M. Rochet est élève de l'immortel artiste et du grand citoyen qui s'appelait David (d'Angers). Il a profité aussi des exemples d'un autre maître: il doit beaucoup, et c'est une chose qu'il avoue modestement lui-même, à l'illustre Rauch, de Berlin. Je ne le blâme pas d'avoir étudié le monument de Frédéric II, qui est et qui restera longtemps le plus admirable modèle en ce genre.

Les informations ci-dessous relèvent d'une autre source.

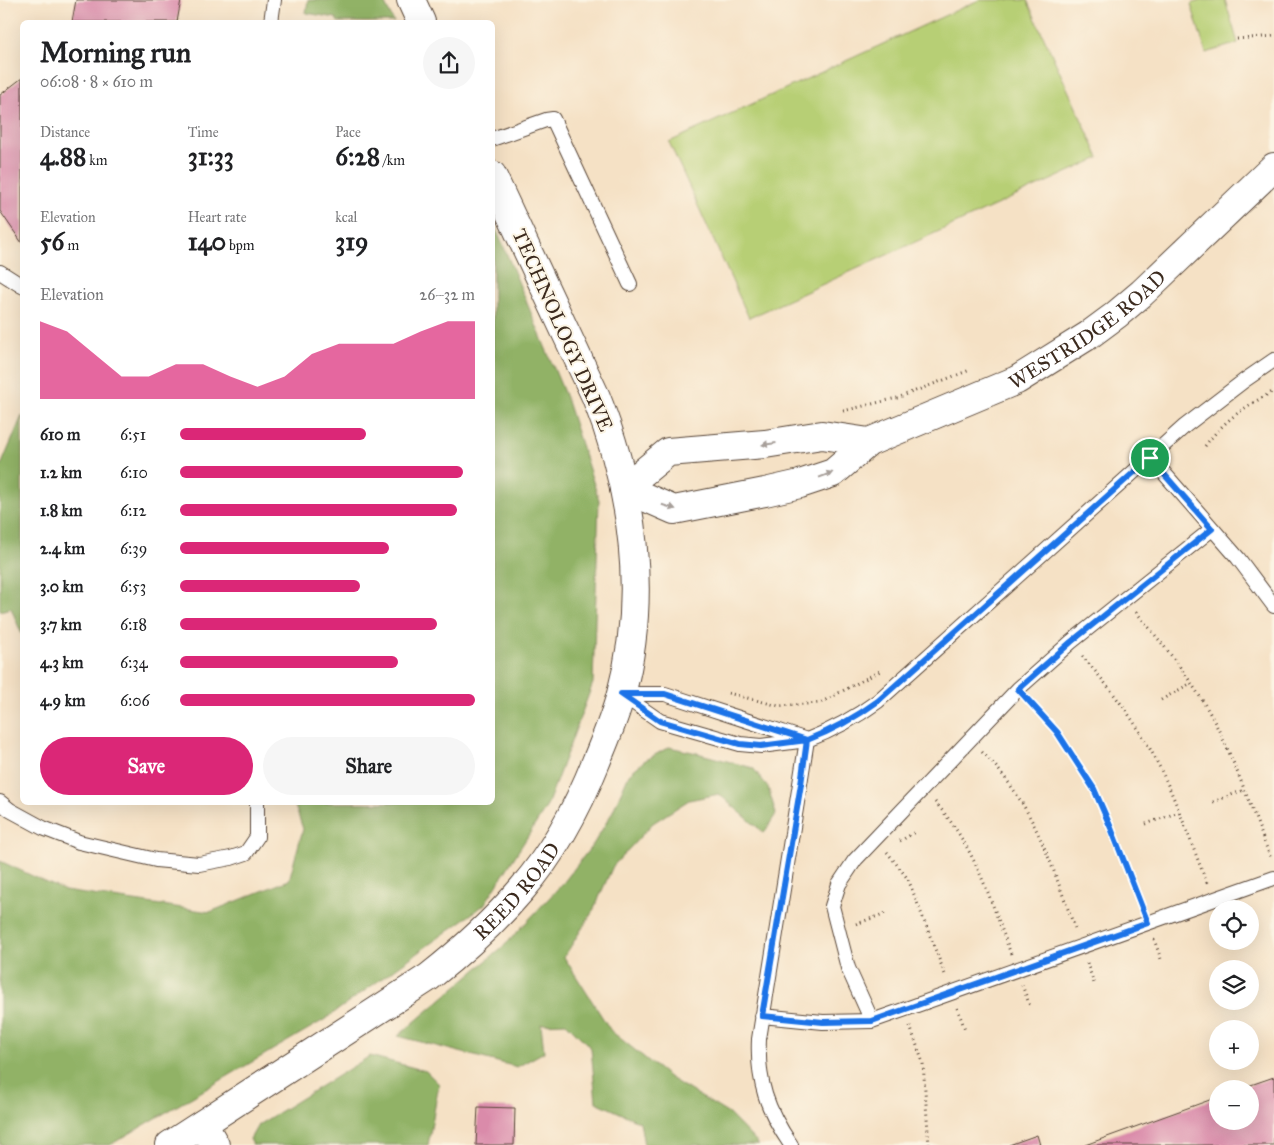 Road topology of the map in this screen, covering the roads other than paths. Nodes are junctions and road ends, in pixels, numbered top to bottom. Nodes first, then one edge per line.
1 (274, 0) edge
2 (410, 0) edge
3 (271, 20) edge
4 (420, 20) edge
5 (495, 138) edge
6 (1274, 167) edge
7 (495, 181) edge
8 (0, 272) edge
9 (630, 284) dead end
10 (20, 285) edge
11 (1274, 360) edge
12 (869, 442) junction
13 (1150, 458) junction
14 (624, 488) junction
15 (1212, 529) junction
16 (1274, 606) edge
17 (621, 694) junction
18 (807, 740) junction
19 (0, 802) edge
20 (257, 805) edge
21 (1274, 878) edge
22 (762, 1016) junction
23 (872, 1021) junction
24 (209, 1134) edge
25 (170, 1145) edge
26 (791, 1145) edge

1 - 3 lane
2 - 4 street
5 - 9 lane
6 - 12 street, WESTRIDGE ROAD
7 - 14 street, TECHNOLOGY DRIVE
8 - 10 lane
11 - 13 lane
12 -> 14 street
14 -> 12 street, WESTRIDGE ROAD
13 - 15 lane
13 - 18 lane
14 - 17 street, REED ROAD
15 - 16 lane
15 - 23 lane
17 - 18 lane
17 - 18 lane
17 - 24 street, REED ROAD
18 - 22 lane
19 - 20 lane
21 - 23 lane
22 - 23 lane
22 - 26 lane
24 - 25 street, REED ROAD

Le conquérant de la Silésie chevauche en habit militaire sur un piédestal gigantesque; le fondateur de la dynastie brésilienne caracole, dans un costume éblouissant, au sommet d'une montagne de bronze. Autour de Frédéric, les soldats de son armée; à ses pieds, ses victoires. Aux pieds de Pèdre Ier, M. Rochet a symbolisé les quatre grands fleuves du Brésil, entourés des produits les plus marquants de cette contrée miraculeuse. On devine, au premier coup d'oeil, les ressources inépuisables de cette terre vierge que la liberté et la civilisation commencent à mettre en valeur.

Lorsqu'il s'est agi de représenter les quatre fleuves du Brésil, l'artiste s'est vu arrêté un instant par une objection toute locale. Pouvait-il placer aux pieds de dom Pèdre quatre fleuves antiques, avec cette longue barbe limoneuse que les sculpteurs romains donnaient au Tibre et au Danube? Mais la barbe est un ornement inconnu chez les peuplades indigènes du Brésil. Les tribus riveraines de l'Amazone et du Parana sont plus glabres que nos lycéens de douze ans. M. Rochet a esquivé la difficulté, en représentant chaque fleuve par une famille sauvage choisie sur ses bords. Reste à savoir jusqu'à quel point un sauvage rond comme un oeuf peut exprimer l'idée d'un fleuve. Ce n'était pas sans quelque raison que les sculpteurs anciens avaient choisi des vieillards à longue barbe pour représenter les grands cours d'eau. L'imagination du peuple reconnaissait, au premier coup d'oeil, ces vieux bienfaiteurs du genre humain penchant leur barbe de roseaux sur leurs urnes inépuisables; et les petits enfants eux-mêmes, devant ces figures vénérées, apprenaient l'amour et le respect des forces bienfaisantes de la nature. Je serais bien étonné si les sauvages eux-mêmes éprouvaient quelque sentiment du même genre devant les groupes de M. Rochet. Ajoutez que les types qu'il a dû choisir ne brillent ni par la beauté ni par la variété. Ces hommes bouffis, lippus et modelés en boudin sont assurément très-vrais; mais pourquoi la vérité de ces pays-là n'est-elle pas plus belle?

Malgré tout, je me figure que le monument de dom Pèdre, lorsqu'il s'élèvera sur une place de Rio-de-Janeiro, fera un assez grand effet et honorera la sculpture française. Le tas est bon, la masse est imposante, les proportions sont justes et nobles. M. Rochet a entrepris une oeuvre difficile, et l'on ne peut pas dire qu'il ait manqué son but.